**Required work:** Could you print every record below exactly as written?

**Collected data entries:**
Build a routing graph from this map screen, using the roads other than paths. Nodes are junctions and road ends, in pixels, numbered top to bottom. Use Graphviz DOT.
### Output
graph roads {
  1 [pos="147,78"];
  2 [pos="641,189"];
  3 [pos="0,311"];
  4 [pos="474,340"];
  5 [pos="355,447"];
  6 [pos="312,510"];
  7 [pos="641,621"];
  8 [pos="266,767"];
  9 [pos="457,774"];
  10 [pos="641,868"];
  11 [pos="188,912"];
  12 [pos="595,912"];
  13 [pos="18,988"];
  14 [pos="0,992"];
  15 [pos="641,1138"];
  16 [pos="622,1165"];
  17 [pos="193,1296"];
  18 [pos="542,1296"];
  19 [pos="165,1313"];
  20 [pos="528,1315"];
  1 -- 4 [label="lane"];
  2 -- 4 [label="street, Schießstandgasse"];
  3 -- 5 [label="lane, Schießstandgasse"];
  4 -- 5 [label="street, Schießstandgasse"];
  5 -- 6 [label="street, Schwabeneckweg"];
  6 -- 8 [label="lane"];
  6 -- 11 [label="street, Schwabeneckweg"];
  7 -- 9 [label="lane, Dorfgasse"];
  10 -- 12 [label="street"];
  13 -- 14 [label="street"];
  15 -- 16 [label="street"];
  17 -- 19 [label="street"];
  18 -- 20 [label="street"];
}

**Reply to the task:**
Build a routing graph from this map screen, using the roads other than paths. Nodes are junctions and road ends, in pixels, numbered top to bottom. Use Graphviz DOT.
### Output
graph roads {
  1 [pos="147,78"];
  2 [pos="641,189"];
  3 [pos="0,311"];
  4 [pos="474,340"];
  5 [pos="355,447"];
  6 [pos="312,510"];
  7 [pos="641,621"];
  8 [pos="266,767"];
  9 [pos="457,774"];
  10 [pos="641,868"];
  11 [pos="188,912"];
  12 [pos="595,912"];
  13 [pos="18,988"];
  14 [pos="0,992"];
  15 [pos="641,1138"];
  16 [pos="622,1165"];
  17 [pos="193,1296"];
  18 [pos="542,1296"];
  19 [pos="165,1313"];
  20 [pos="528,1315"];
  1 -- 4 [label="lane"];
  2 -- 4 [label="street, Schießstandgasse"];
  3 -- 5 [label="lane, Schießstandgasse"];
  4 -- 5 [label="street, Schießstandgasse"];
  5 -- 6 [label="street, Schwabeneckweg"];
  6 -- 8 [label="lane"];
  6 -- 11 [label="street, Schwabeneckweg"];
  7 -- 9 [label="lane, Dorfgasse"];
  10 -- 12 [label="street"];
  13 -- 14 [label="street"];
  15 -- 16 [label="street"];
  17 -- 19 [label="street"];
  18 -- 20 [label="street"];
}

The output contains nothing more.